On Tuesday, January 31, 2012 18:55:21 Daniel James wrote:
The requirements for the hash function are:
For two diļ¬erent values t1 and t2, the probability that h(t1) and h(t2) compare equal should be very small, approaching 1.0 / numeric_- limits<size_t>::max().
There's no requirement about how h(t1) and h(t2) are distributed
Right.
so it must be the container's responsibility, since the container must work well with any hash function that meets these requirements.
Wrong, there's no such requirement. It must work, not necessarilly well.

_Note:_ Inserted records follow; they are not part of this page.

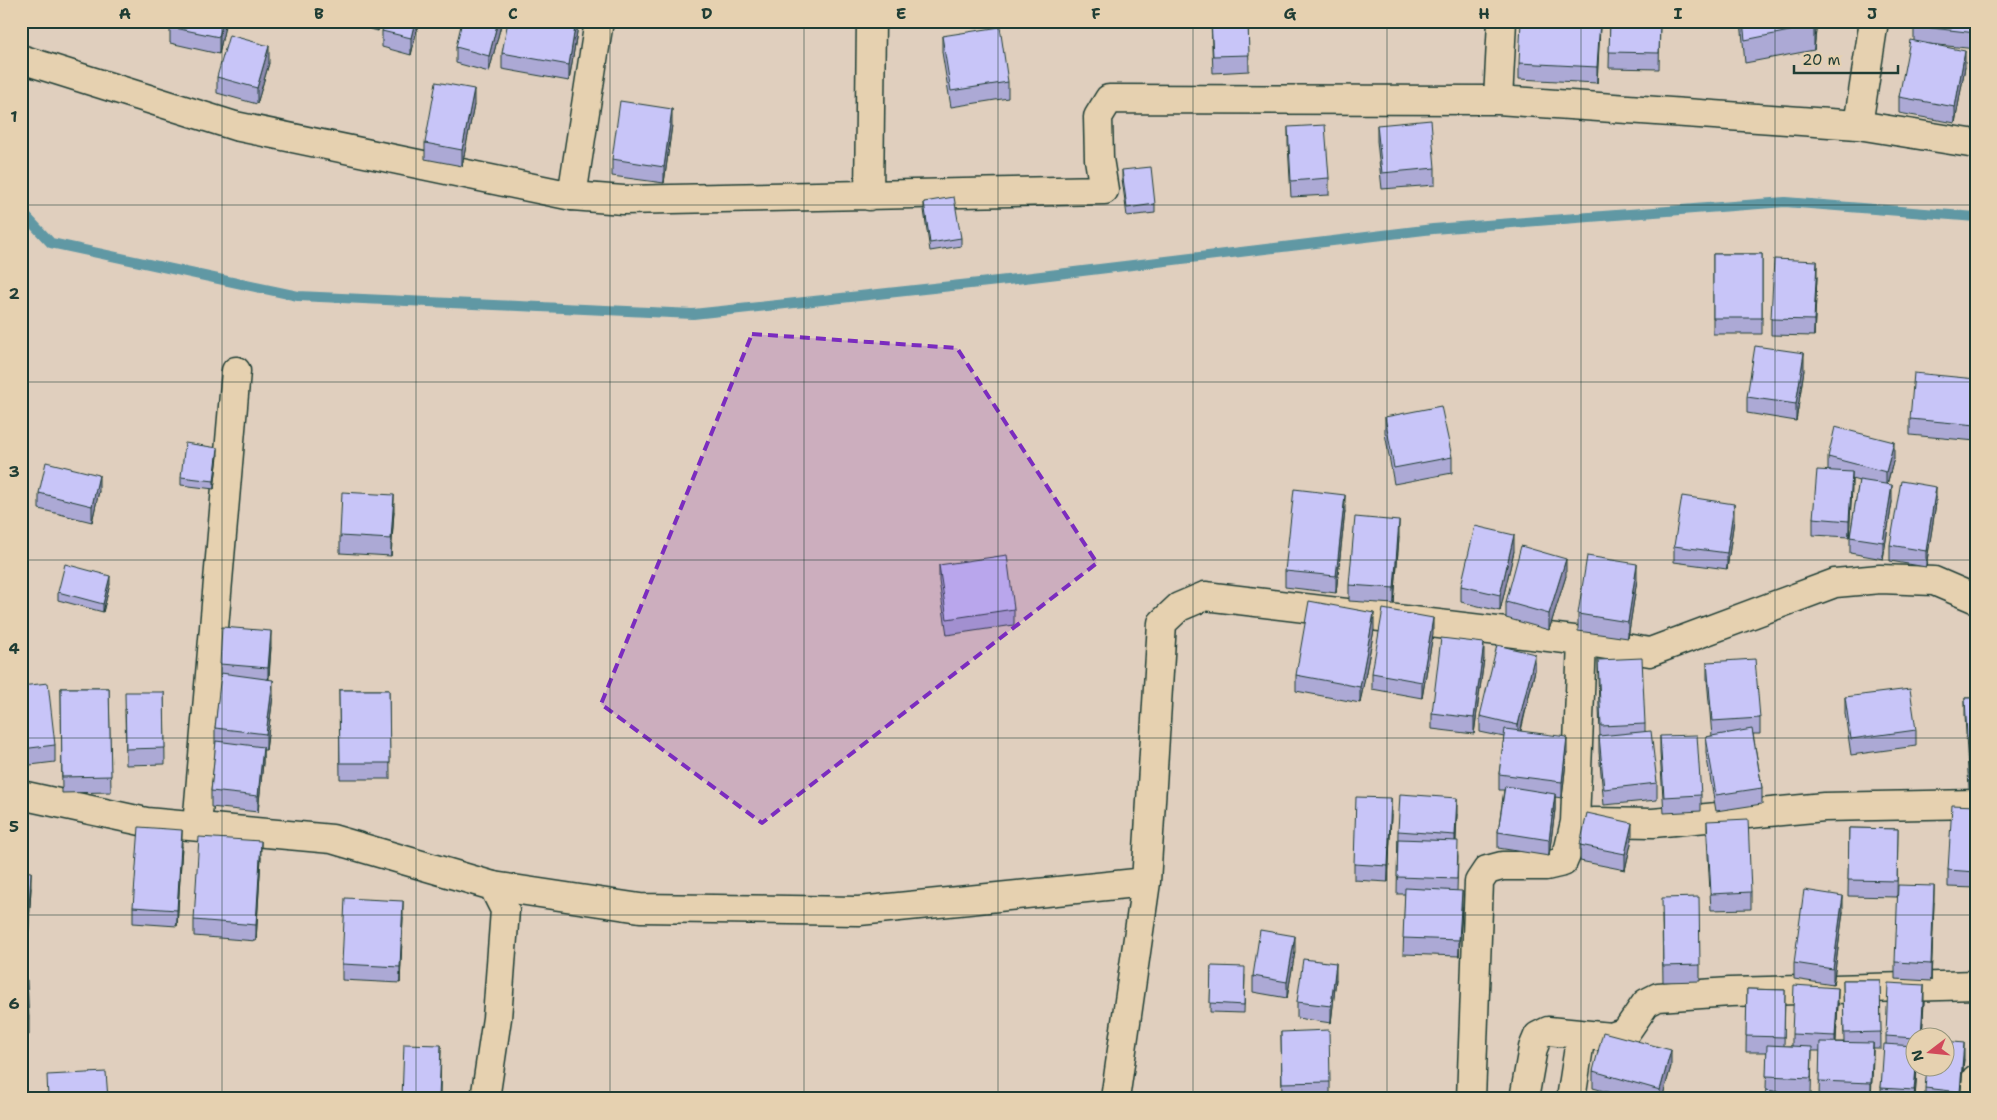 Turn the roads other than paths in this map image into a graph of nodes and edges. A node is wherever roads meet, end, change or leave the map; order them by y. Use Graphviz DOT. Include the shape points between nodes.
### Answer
graph roads {
  1 [pos="599,21"];
  2 [pos="871,21"];
  3 [pos="1502,21"];
  4 [pos="1874,21"];
  5 [pos="21,59"];
  6 [pos="1498,100"];
  7 [pos="1858,125"];
  8 [pos="1976,144"];
  9 [pos="572,196"];
  10 [pos="869,196"];
  11 [pos="236,371"];
  12 [pos="1976,599"];
  13 [pos="1582,642"];
  14 [pos="21,795"];
  15 [pos="1976,804"];
  16 [pos="1575,822"];
  17 [pos="197,826"];
  18 [pos="1146,882"];
  19 [pos="493,886"];
  20 [pos="1976,985"];
  21 [pos="1581,1034"];
  22 [pos="1976,1079"];
  23 [pos="485,1099"];
  24 [pos="1115,1099"];
  25 [pos="1471,1099"];
  26 [pos="1524,1099"];
  27 [pos="1571,1099"];
  28 [pos="1973,1099"];
  1 -- 9 [label="street"];
  2 -- 10 [label="street"];
  3 -- 6 [label="street"];
  4 -- 7 [label="street"];
  5 -- 9 [label="street" via="235,126"];
  6 -- 7 [label="street"];
  6 -- 10 [label="street" via="1109,99 1098,117 1104,190"];
  7 -- 8 [label="street"];
  9 -- 10 [label="street" via="623,200"];
  11 -- 17 [label="street"];
  12 -- 13 [label="street" via="1934,581 1880,579 1844,582 1650,652"];
  13 -- 16 [label="street"];
  13 -- 18 [label="street" via="1205,596 1179,607 1162,623"];
  14 -- 17 [label="street" via="146,822"];
  15 -- 16 [label="street" via="1824,807 1653,823"];
  16 -- 25 [label="street" via="1563,862 1546,866 1502,866 1487,870 1478,882"];
  17 -- 19 [label="street" via="332,839"];
  18 -- 19 [label="street" via="859,911 640,908"];
  18 -- 24 [label="street"];
  19 -- 23 [label="street" via="505,910 497,1018"];
  20 -- 21 [label="street" via="1658,997 1646,1003 1626,1032 1611,1037"];
  21 -- 26 [label="street" via="1548,1031 1538,1036"];
  21 -- 27 [label="street"];
  22 -- 28 [label="street"];
} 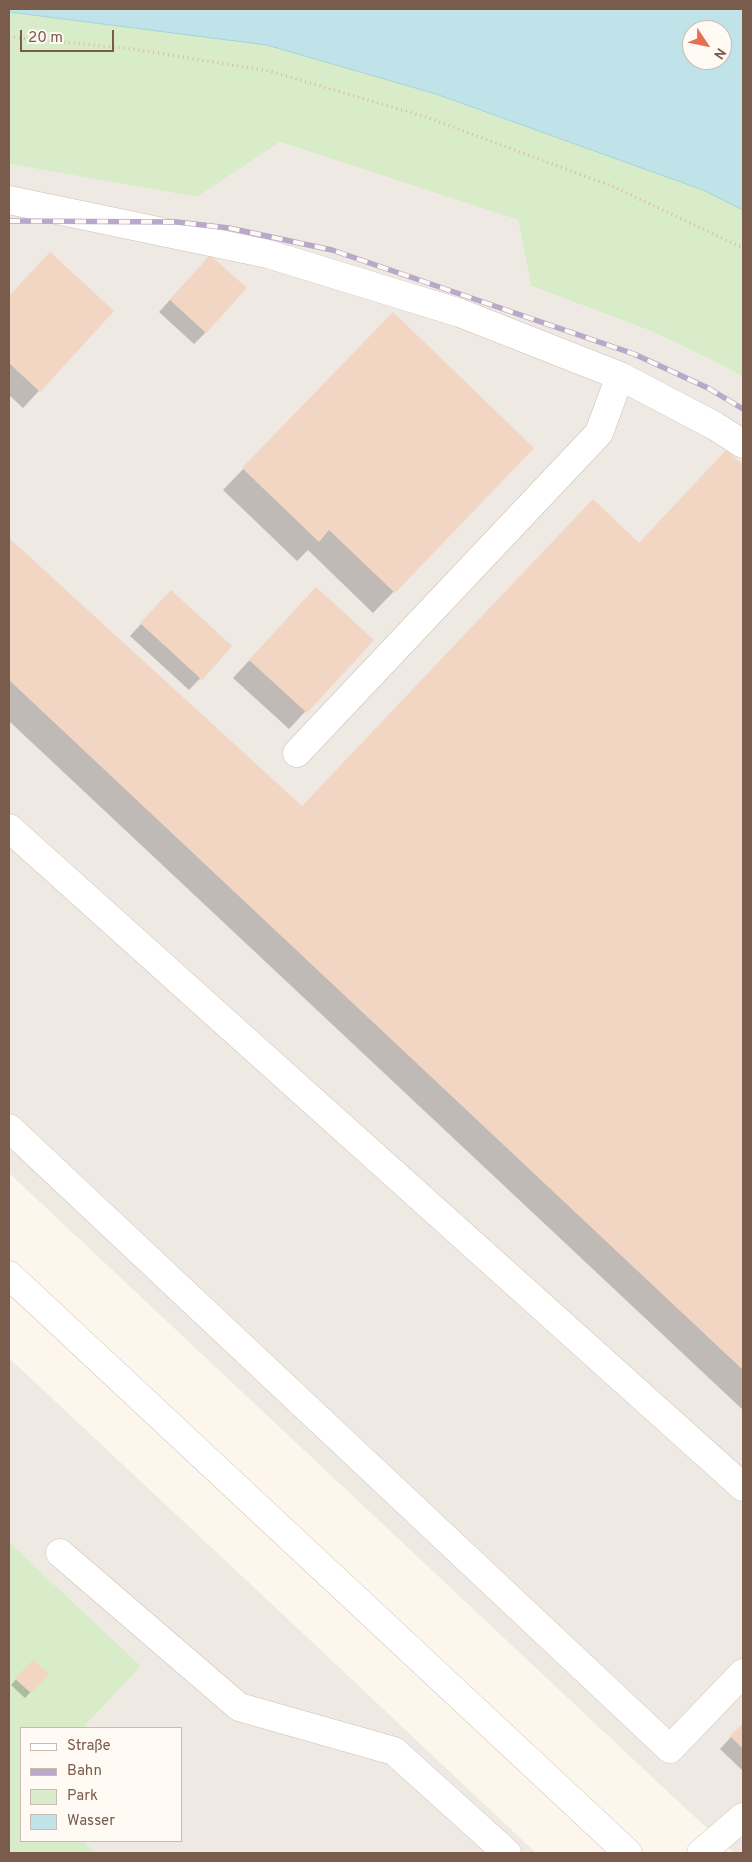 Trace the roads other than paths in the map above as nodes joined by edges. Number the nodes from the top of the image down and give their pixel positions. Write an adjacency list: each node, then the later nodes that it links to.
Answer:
1 (9, 200): 2 (lane)
2 (620, 376): 3 (lane); 4 (lane)
3 (743, 444)
4 (297, 753)
5 (9, 828): 8 (lane)
6 (9, 1128): 10 (lane)
7 (9, 1275): 13 (lane)
8 (743, 1487)
9 (60, 1553): 12 (lane)
10 (743, 1673)
11 (743, 1817): 14 (lane)
12 (507, 1853)
13 (628, 1853)
14 (701, 1853) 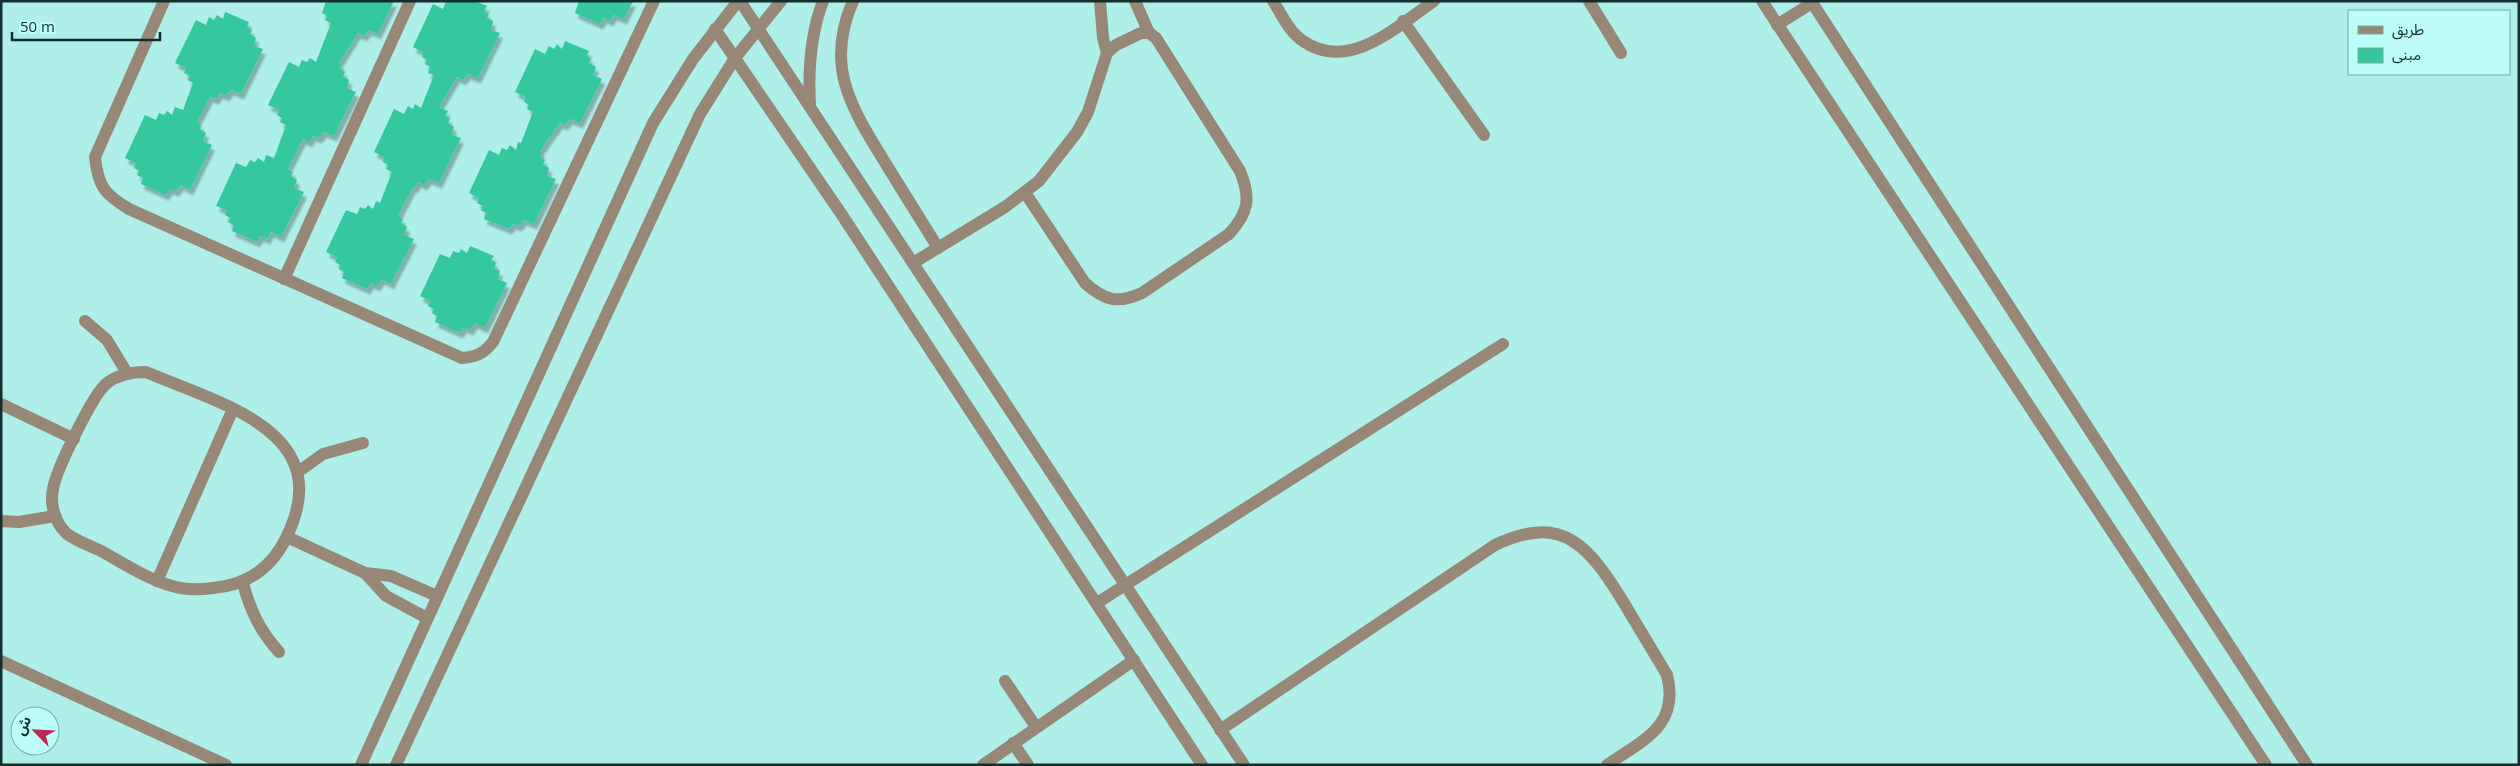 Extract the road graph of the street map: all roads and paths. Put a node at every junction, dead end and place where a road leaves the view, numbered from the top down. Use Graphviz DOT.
graph roads {
  1 [pos="164,1"];
  2 [pos="410,1"];
  3 [pos="654,1"];
  4 [pos="739,1"];
  5 [pos="781,1"];
  6 [pos="823,1"];
  7 [pos="853,1"];
  8 [pos="1100,1"];
  9 [pos="1135,1"];
  10 [pos="1273,1"];
  11 [pos="1434,1"];
  12 [pos="1589,1"];
  13 [pos="1762,1"];
  14 [pos="1811,2"];
  15 [pos="1403,21"];
  16 [pos="1777,25"];
  17 [pos="757,27"];
  18 [pos="715,29"];
  19 [pos="1149,33"];
  20 [pos="1107,53"];
  21 [pos="1620,53"];
  22 [pos="735,58"];
  23 [pos="810,106"];
  24 [pos="1484,136"];
  25 [pos="1026,194"];
  26 [pos="938,248"];
  27 [pos="913,263"];
  28 [pos="284,279"];
  29 [pos="85,320"];
  30 [pos="1503,344"];
  31 [pos="127,373"];
  32 [pos="1,404"];
  33 [pos="233,409"];
  34 [pos="74,439"];
  35 [pos="363,443"];
  36 [pos="298,472"];
  37 [pos="55,516"];
  38 [pos="1,521"];
  39 [pos="287,537"];
  40 [pos="364,573"];
  41 [pos="157,580"];
  42 [pos="243,583"];
  43 [pos="1125,585"];
  44 [pos="437,596"];
  45 [pos="1097,603"];
  46 [pos="427,618"];
  47 [pos="279,652"];
  48 [pos="1134,660"];
  49 [pos="1,661"];
  50 [pos="1005,681"];
  51 [pos="1036,727"];
  52 [pos="1220,730"];
  53 [pos="1013,743"];
  54 [pos="226,765"];
  55 [pos="361,765"];
  56 [pos="396,765"];
  57 [pos="983,765"];
  58 [pos="1028,765"];
  59 [pos="1202,765"];
  60 [pos="1244,765"];
  61 [pos="1607,765"];
  62 [pos="2266,765"];
  63 [pos="2307,765"];
  1 -- 28 [label="street"];
  2 -- 28 [label="street"];
  3 -- 28 [label="street"];
  4 -- 17 [label="street"];
  4 -- 18 [label="street"];
  5 -- 17 [label="street"];
  6 -- 23 [label="street"];
  7 -- 26 [label="street"];
  8 -- 20 [label="street"];
  9 -- 19 [label="street"];
  10 -- 15 [label="street"];
  11 -- 15 [label="street"];
  12 -- 21 [label="street"];
  13 -- 16 [label="street"];
  14 -- 16 [label="street"];
  14 -- 63 [label="street"];
  15 -- 24 [label="street"];
  16 -- 62 [label="street"];
  17 -- 22 [label="street"];
  17 -- 23 [label="street"];
  18 -- 22 [label="street"];
  18 -- 44 [label="street"];
  19 -- 20 [label="street"];
  19 -- 25 [label="street"];
  20 -- 25 [label="street"];
  22 -- 45 [label="street"];
  22 -- 56 [label="street"];
  23 -- 27 [label="street"];
  25 -- 26 [label="street"];
  26 -- 27 [label="street"];
  27 -- 43 [label="street"];
  29 -- 31 [label="street"];
  30 -- 43 [label="street"];
  31 -- 33 [label="street"];
  31 -- 34 [label="street"];
  32 -- 34 [label="street"];
  33 -- 36 [label="street"];
  33 -- 41 [label="street"];
  34 -- 37 [label="street"];
  35 -- 36 [label="street"];
  36 -- 39 [label="street"];
  37 -- 38 [label="street"];
  37 -- 41 [label="street"];
  39 -- 40 [label="street"];
  39 -- 42 [label="street"];
  40 -- 44 [label="street"];
  40 -- 46 [label="street"];
  41 -- 42 [label="street"];
  42 -- 47 [label="street"];
  43 -- 45 [label="street"];
  43 -- 52 [label="street"];
  44 -- 46 [label="street"];
  45 -- 48 [label="street"];
  46 -- 55 [label="street"];
  48 -- 51 [label="street"];
  48 -- 59 [label="street"];
  49 -- 54 [label="street"];
  50 -- 51 [label="street"];
  51 -- 53 [label="street"];
  52 -- 60 [label="street"];
  52 -- 61 [label="street"];
  53 -- 57 [label="street"];
  53 -- 58 [label="street"];
} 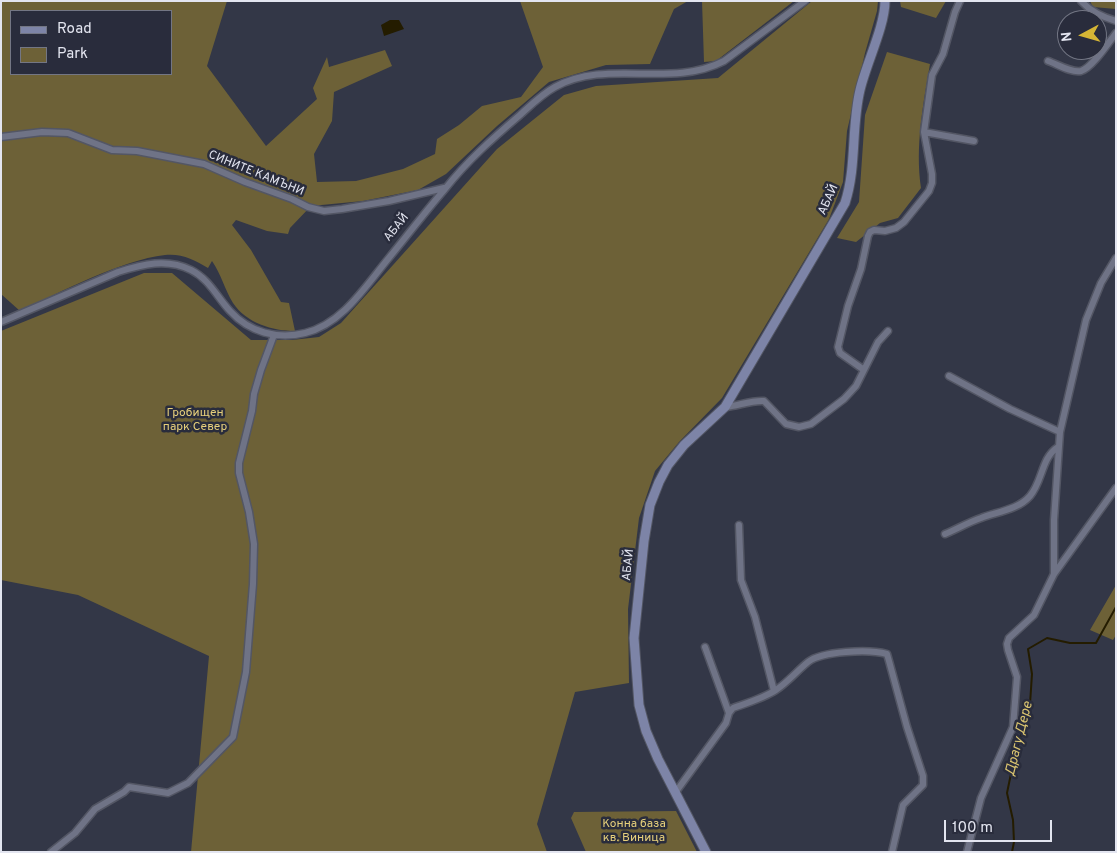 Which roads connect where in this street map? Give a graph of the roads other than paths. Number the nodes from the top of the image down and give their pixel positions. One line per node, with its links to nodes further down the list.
1 (805, 1): 11 (street, АБАЙ)
2 (885, 1): 18 (street, АБАЙ)
3 (960, 1): 8 (street)
4 (1081, 1): 5 (street)
5 (1116, 21)
6 (1116, 33): 7 (street)
7 (1048, 61)
8 (924, 132): 10 (street); 16 (street)
9 (1, 137): 11 (street, СИНИТЕ КАМЪНИ)
10 (974, 141)
11 (445, 188): 15 (street, АБАЙ)
12 (1116, 258): 19 (street)
13 (1, 322): 15 (street, АБАЙ)
14 (888, 331): 16 (street)
15 (274, 335): 29 (street)
16 (864, 370): 18 (street)
17 (949, 376): 19 (street)
18 (725, 407): 28 (street, АБАЙ)
19 (1060, 432): 20 (street)
20 (1058, 447): 23 (street); 24 (street)
21 (1116, 488): 24 (street)
22 (739, 525): 26 (street)
23 (945, 534)
24 (1054, 574): 32 (street)
25 (705, 647): 27 (street)
26 (774, 691): 27 (street); 31 (street)
27 (728, 713): 28 (street)
28 (675, 793): 30 (street, АБАЙ)
29 (51, 852)
30 (706, 852)
31 (892, 852)
32 (967, 852)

How else can you interpret it?
Simple: it is possible to design a hash function that will cause suboptimal performance with the container. No matter how you implement the container, with bit mixing or not, this statement still holds. I understand your reasoning. You're trying to reduce the probability of unordered container being inefficient because of an inefficient hash function. This also approach has the benefit of simplification of hash functions definition. What I'm saying is that this pessimization is the wrong thing to do because you make users pay for what they don't need. Most of the time, when you deal with hash containers, you have a pretty good idea of the key nature and the better ways to hash key values. There are times when the key values already have a good distribution (e.g. the keys are GUIDs) and there is no need in additional bit mixing. For other cases there are known good hashing algorithms so you often just use the one which better fits your needs. And for standard types I would expect std::hash to do the right thing. I know, the standard doesn't spell out that explicitly (which is a bad thing), but this is how it works in practice (from my experience).